This is an ambitious work – which makes its unfamiliarity to me all the more surprising – and given the relative lack in variety of mood in lesser hands I suspect the attention might wander. But not here – the string quartet are absolutely superb, technically impervious to any of the complexities thrown at them but even more impressive than that is the range of colour they produce to match the musical moment. In the middle of the long first movement – 17:29 alone - the very extended instrumental interlude is played with real attack and expressive intensity.

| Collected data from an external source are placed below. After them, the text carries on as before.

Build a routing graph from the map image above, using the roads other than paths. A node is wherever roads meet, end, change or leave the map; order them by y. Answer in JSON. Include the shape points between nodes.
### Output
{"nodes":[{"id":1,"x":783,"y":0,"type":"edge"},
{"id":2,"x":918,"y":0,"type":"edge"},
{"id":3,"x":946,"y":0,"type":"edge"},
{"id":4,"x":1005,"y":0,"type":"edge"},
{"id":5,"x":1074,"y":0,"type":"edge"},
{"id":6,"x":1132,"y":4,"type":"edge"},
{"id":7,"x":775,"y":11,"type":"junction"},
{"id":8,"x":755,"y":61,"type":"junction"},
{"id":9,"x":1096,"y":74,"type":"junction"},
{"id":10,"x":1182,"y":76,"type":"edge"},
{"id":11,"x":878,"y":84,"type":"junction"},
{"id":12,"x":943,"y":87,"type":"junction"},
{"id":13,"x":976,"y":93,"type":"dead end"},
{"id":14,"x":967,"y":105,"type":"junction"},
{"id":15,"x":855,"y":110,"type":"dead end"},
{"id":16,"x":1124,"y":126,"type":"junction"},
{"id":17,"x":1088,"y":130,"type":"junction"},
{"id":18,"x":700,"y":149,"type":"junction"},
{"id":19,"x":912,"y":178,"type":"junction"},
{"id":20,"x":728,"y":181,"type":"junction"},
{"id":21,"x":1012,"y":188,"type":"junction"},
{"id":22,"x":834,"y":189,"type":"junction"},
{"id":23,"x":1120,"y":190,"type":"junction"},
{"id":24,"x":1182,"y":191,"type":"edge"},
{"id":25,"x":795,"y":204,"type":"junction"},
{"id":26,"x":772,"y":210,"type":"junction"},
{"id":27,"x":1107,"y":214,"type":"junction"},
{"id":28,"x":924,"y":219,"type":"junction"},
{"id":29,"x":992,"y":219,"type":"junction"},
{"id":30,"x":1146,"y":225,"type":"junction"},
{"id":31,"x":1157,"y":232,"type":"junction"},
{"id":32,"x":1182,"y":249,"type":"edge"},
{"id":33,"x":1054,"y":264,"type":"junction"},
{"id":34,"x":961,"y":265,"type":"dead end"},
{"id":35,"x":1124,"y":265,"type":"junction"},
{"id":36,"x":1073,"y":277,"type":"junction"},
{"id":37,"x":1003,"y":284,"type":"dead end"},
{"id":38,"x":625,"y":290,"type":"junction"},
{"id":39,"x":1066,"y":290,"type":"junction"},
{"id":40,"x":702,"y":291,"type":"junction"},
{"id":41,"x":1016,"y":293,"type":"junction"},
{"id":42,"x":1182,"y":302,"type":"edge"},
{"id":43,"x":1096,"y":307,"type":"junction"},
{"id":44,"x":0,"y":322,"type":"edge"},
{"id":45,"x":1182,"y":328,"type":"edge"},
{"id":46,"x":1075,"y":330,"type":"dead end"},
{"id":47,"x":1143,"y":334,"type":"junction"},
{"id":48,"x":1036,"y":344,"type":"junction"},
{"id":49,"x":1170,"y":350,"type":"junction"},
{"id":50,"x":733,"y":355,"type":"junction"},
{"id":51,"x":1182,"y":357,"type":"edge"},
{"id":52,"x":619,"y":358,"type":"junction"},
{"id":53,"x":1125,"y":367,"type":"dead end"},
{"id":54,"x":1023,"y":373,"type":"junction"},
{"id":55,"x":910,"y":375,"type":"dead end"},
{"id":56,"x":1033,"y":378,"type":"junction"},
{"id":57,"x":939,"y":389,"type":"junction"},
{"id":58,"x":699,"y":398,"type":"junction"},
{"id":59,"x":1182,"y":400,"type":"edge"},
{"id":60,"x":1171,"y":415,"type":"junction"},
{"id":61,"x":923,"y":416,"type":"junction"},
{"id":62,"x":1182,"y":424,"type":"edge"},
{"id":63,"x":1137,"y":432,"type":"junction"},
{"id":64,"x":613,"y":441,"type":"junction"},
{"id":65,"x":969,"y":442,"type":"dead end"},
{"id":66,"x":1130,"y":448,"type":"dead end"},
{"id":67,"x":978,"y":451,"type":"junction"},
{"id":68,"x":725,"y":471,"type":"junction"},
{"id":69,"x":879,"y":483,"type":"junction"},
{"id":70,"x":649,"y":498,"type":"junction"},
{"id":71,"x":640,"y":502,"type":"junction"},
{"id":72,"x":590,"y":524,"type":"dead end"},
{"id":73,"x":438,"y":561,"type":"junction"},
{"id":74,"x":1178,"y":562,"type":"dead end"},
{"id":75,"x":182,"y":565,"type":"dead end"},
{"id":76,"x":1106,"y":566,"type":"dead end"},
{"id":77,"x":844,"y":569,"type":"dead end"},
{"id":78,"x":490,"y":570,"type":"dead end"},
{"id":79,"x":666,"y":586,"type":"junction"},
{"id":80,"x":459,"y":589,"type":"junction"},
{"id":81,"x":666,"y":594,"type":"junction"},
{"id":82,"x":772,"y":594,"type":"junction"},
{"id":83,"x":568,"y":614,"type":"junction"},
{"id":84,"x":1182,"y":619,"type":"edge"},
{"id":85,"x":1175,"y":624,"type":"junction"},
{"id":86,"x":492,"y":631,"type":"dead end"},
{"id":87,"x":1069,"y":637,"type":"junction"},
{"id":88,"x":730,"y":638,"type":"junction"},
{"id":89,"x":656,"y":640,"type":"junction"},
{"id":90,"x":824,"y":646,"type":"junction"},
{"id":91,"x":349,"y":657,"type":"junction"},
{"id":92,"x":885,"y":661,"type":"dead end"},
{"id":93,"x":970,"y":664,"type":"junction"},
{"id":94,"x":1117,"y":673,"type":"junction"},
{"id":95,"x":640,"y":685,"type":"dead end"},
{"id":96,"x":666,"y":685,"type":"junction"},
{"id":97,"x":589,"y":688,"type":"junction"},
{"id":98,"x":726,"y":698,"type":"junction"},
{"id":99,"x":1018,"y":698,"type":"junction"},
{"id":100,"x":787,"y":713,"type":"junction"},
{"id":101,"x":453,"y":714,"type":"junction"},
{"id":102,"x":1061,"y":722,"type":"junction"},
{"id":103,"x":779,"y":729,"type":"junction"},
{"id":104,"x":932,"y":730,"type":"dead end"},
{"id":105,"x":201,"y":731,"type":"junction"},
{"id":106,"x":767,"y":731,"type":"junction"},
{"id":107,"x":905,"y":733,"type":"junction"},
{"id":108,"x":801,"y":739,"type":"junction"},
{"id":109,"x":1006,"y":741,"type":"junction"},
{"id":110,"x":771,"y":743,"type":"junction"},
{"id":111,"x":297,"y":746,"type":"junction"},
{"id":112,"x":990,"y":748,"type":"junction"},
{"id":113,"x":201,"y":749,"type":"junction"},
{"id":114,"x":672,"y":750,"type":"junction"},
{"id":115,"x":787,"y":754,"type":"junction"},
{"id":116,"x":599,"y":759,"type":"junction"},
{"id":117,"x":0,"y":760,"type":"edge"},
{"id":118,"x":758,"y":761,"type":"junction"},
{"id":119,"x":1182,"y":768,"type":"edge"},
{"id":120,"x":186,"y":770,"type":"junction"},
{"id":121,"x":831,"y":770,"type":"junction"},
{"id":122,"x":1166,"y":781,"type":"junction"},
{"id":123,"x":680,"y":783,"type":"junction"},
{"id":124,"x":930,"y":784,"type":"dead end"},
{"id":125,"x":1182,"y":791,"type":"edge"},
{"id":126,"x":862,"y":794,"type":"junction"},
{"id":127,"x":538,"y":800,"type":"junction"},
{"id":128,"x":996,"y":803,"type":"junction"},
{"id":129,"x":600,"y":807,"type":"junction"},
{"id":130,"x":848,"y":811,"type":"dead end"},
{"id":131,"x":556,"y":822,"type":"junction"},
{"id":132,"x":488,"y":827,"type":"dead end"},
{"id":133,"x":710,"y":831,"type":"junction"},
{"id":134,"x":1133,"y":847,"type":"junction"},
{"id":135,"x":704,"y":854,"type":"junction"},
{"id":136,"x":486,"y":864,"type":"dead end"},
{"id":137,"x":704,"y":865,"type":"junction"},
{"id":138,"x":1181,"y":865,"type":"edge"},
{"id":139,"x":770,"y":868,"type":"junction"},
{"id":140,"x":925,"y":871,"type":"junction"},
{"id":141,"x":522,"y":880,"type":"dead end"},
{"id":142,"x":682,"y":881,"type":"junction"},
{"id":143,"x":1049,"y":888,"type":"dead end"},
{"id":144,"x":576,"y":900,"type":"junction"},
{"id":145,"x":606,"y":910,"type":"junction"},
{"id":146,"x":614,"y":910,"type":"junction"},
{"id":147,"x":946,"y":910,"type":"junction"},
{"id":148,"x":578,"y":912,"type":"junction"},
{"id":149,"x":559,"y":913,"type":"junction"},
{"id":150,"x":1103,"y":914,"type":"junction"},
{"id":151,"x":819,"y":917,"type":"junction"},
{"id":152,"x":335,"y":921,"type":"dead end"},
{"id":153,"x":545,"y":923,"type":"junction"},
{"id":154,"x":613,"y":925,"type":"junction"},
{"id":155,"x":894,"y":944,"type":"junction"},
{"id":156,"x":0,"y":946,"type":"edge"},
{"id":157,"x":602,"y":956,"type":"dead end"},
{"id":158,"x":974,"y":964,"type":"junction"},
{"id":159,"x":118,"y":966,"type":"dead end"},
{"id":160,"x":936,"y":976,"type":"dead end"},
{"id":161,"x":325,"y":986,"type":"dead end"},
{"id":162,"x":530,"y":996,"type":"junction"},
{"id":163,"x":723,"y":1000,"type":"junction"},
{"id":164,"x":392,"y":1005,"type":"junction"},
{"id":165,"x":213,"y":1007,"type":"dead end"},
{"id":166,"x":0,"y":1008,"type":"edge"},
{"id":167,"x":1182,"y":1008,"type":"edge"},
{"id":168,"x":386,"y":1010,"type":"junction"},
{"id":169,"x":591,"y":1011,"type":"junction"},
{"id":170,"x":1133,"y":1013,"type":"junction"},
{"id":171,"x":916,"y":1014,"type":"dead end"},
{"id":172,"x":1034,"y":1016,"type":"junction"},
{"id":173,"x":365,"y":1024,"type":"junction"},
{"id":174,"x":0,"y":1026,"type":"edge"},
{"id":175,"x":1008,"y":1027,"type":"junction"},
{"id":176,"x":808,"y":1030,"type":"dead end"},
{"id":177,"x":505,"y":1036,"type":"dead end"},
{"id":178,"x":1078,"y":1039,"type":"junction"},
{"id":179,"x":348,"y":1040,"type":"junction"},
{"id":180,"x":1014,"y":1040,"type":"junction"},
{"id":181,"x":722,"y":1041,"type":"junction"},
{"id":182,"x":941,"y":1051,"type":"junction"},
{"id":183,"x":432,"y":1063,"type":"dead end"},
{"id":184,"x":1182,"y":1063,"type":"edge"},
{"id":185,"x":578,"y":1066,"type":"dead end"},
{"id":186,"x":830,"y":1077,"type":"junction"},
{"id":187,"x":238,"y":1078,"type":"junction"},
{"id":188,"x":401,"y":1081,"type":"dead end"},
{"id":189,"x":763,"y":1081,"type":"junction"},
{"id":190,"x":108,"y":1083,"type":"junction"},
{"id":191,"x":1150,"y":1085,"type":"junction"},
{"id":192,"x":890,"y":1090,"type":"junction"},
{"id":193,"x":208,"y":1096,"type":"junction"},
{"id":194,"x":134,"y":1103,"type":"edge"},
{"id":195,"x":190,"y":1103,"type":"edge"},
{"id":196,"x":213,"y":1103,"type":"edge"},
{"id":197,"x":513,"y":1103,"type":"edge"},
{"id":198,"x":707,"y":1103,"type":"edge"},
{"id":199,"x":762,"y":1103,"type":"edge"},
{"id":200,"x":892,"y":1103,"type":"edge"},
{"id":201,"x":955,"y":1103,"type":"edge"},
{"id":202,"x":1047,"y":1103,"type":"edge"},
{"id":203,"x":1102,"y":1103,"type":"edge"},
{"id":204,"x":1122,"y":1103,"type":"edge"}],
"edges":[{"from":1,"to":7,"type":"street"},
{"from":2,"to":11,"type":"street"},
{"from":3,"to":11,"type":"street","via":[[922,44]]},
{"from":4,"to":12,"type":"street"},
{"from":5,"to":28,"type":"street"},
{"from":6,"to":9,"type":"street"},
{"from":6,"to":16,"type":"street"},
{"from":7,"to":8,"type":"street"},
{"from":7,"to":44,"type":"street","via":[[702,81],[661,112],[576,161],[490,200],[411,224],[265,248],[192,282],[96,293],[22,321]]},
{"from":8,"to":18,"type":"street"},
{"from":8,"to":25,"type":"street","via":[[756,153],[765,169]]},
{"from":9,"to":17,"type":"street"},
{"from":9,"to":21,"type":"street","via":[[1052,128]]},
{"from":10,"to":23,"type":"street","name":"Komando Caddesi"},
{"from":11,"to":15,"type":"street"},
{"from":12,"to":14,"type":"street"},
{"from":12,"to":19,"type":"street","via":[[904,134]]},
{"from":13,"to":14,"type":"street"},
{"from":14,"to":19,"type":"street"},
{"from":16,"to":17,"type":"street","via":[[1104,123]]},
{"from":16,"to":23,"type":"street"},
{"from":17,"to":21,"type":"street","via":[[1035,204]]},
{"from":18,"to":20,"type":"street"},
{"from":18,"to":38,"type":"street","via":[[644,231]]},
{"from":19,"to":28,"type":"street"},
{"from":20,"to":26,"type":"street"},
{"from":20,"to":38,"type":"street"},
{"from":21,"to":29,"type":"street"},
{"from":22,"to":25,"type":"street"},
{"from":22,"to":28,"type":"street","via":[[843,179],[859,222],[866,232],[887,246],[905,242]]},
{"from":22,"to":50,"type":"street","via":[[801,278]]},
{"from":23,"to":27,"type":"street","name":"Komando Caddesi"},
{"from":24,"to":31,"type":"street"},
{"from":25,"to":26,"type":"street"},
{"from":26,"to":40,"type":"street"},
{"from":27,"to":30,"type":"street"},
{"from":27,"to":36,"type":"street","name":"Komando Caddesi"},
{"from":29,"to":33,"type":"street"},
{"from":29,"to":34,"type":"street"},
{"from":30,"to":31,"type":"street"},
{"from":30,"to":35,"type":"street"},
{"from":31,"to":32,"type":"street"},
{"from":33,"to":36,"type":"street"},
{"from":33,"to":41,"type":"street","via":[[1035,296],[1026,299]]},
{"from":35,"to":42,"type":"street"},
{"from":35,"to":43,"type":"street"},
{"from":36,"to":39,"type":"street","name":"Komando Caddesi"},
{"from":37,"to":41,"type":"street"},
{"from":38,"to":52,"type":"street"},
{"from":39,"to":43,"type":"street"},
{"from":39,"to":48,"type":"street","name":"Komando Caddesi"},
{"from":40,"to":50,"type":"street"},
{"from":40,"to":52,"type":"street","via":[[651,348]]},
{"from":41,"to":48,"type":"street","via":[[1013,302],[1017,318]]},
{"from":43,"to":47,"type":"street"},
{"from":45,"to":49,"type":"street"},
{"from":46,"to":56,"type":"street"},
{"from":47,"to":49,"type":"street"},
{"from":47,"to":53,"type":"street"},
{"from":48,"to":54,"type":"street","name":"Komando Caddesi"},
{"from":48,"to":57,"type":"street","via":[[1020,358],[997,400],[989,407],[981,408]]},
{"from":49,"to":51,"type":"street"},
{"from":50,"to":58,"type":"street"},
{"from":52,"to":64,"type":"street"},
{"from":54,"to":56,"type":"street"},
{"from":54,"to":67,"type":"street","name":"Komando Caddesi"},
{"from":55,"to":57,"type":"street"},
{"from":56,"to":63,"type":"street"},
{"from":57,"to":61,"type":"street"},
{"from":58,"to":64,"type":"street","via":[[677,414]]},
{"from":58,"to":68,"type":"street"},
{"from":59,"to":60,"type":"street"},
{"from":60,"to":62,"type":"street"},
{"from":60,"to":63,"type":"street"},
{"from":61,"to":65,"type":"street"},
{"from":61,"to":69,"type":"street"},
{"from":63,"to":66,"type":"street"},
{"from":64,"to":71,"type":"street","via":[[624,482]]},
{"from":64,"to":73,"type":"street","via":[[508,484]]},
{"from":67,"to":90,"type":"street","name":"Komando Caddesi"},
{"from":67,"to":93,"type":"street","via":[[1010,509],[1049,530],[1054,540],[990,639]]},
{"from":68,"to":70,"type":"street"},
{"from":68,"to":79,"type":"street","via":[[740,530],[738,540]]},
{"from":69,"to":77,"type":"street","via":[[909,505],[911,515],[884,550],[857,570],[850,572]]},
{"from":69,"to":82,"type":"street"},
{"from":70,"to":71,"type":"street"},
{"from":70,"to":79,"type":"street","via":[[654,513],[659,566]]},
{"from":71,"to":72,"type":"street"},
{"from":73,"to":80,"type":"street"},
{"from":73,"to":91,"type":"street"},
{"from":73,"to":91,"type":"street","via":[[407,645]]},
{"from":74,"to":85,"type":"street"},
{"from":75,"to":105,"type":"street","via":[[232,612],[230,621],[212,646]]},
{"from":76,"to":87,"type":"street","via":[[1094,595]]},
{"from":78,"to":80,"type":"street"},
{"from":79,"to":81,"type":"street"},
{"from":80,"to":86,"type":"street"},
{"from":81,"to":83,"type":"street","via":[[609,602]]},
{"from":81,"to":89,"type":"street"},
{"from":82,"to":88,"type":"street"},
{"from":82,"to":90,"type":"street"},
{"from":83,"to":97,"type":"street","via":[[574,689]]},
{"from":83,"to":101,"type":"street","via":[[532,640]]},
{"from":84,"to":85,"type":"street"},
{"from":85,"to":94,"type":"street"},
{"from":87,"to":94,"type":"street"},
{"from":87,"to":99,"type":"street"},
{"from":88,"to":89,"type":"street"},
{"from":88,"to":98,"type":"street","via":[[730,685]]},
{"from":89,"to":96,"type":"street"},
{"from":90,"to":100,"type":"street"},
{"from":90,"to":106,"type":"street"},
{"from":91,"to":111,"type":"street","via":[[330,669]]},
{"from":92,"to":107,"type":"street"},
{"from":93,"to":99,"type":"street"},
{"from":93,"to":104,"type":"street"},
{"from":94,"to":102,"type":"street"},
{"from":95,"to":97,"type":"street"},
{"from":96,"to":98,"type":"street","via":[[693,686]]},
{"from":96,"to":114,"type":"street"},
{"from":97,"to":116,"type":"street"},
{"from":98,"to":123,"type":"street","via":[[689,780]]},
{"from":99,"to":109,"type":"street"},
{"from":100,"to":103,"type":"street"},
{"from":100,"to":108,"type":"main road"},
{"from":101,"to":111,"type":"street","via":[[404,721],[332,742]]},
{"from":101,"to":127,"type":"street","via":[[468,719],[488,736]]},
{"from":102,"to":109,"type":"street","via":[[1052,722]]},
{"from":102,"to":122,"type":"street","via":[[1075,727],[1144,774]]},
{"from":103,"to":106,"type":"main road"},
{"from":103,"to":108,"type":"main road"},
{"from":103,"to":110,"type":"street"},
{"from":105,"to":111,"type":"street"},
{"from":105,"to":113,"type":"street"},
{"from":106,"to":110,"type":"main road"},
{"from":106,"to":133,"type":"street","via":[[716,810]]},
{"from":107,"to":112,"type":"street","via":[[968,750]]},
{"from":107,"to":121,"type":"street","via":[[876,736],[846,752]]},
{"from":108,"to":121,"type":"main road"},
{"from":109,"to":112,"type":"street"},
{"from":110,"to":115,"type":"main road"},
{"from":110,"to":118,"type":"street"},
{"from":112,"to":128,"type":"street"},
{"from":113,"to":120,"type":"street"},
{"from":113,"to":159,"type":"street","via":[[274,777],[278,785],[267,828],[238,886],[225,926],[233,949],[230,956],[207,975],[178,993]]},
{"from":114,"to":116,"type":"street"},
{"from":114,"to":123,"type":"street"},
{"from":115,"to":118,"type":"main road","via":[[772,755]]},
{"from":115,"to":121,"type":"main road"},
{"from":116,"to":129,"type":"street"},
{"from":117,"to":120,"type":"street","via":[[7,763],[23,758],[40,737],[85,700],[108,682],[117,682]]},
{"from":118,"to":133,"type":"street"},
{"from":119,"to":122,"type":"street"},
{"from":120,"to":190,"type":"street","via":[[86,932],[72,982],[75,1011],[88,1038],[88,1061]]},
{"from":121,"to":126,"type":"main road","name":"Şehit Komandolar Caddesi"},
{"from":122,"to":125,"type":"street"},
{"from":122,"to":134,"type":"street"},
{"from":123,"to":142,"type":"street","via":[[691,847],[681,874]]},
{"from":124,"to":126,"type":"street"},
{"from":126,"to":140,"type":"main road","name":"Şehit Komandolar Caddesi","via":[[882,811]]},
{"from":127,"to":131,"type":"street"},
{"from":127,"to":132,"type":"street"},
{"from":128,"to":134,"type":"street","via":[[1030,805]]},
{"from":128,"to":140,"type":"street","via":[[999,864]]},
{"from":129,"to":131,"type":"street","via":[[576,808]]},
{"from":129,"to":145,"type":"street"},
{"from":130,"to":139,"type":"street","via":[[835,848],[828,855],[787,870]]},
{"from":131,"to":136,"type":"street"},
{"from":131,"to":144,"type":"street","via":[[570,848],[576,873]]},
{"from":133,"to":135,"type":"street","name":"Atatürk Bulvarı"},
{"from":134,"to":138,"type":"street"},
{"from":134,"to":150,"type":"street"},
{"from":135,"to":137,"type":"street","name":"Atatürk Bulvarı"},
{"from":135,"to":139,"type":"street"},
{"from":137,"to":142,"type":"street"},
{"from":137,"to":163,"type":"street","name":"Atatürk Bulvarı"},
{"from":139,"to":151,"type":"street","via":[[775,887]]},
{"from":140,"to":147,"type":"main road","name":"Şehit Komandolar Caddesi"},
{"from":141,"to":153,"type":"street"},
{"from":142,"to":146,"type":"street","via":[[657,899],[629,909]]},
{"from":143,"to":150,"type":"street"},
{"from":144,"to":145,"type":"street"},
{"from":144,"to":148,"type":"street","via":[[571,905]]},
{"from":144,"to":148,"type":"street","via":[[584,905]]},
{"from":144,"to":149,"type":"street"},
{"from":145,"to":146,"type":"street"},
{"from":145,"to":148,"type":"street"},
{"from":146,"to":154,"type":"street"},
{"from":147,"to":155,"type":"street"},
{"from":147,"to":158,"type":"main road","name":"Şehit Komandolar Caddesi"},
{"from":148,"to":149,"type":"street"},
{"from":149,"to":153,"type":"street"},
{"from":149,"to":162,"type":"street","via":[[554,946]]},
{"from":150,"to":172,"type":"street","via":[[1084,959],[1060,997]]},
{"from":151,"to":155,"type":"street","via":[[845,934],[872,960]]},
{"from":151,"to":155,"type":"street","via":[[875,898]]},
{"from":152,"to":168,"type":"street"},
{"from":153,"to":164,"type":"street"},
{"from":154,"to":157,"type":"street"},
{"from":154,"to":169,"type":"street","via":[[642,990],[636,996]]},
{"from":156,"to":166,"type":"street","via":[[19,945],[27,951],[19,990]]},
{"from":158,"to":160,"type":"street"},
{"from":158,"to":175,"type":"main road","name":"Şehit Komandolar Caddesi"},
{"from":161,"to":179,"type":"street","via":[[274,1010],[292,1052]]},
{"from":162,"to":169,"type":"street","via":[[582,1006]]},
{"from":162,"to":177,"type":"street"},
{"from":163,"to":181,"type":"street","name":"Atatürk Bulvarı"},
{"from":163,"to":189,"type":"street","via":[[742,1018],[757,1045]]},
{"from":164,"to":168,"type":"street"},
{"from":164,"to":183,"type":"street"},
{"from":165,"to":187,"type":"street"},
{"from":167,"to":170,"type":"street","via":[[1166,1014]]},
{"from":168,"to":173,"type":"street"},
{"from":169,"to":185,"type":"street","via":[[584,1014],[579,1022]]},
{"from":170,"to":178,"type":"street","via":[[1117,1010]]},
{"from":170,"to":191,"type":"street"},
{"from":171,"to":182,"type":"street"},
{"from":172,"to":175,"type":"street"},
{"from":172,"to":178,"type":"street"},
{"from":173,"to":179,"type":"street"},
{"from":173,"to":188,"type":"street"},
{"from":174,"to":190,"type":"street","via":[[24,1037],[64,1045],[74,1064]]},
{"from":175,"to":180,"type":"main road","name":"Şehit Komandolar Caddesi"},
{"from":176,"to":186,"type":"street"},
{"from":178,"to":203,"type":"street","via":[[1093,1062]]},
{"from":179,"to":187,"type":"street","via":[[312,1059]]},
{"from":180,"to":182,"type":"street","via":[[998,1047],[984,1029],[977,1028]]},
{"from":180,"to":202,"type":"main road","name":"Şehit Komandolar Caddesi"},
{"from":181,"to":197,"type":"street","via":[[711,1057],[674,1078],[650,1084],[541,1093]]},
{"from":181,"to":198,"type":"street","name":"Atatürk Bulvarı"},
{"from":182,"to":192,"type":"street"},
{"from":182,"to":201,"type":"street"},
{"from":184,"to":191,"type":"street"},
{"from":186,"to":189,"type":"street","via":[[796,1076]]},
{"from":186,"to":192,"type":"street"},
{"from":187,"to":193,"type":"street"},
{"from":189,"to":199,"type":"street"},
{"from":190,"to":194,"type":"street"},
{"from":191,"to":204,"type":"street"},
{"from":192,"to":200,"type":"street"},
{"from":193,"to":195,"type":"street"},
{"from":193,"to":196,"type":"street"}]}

Interesting that this should be one of the most overtly restless and expressionist passage in the work yet the singer is notable by his absence; I wonder what the musical message is here? The baritone is truly magnificent. To my ear it sounds like idiomatic German and his is a young, beautiful, naturally burnished easy and unforced voice. His control of vibrato is perfection, again subtle and unforced. One of my pet hates in song and lieder is archly mannered ‘word-painting’ that some critics and listeners seem to mistake for showing hyper-sensitive awareness of the text. To my mind all that results in is a psychotic pointing of each and every word at the expense of the dramatic arc of a text. The singer here, with superb diction – I can hear every word I just don’t know what they mean! – goes for the longer line. Hear the way he blanches away his tone after the quartet’s interlude mentioned above [track 1 11:30] to create a frozen trance-like state – the very lack of word pointing working brilliantly. The sinking into the depths both musical and psychological at the end of this movement is superbly performed here.
The central setting of the work finds the singer in more declamatory mood, the music more assertive. All the performers harden their tone and push on. Not that this is ‘fast’ music as such just with more forward momentum as if some decision has been reached, the range of emotion and dynamic the widest and most restless in the work yet it ends with chilly harmonics. The fourth movement is sung with a pared back childish simplicity although I find the effect to be unnerving rather than innocent – certainly the accompanying strings do nothing to imply this is music without shadows. At barely 2:30 this is the shortest most mysterious movement – perhaps the child is a ghost or death stands near…?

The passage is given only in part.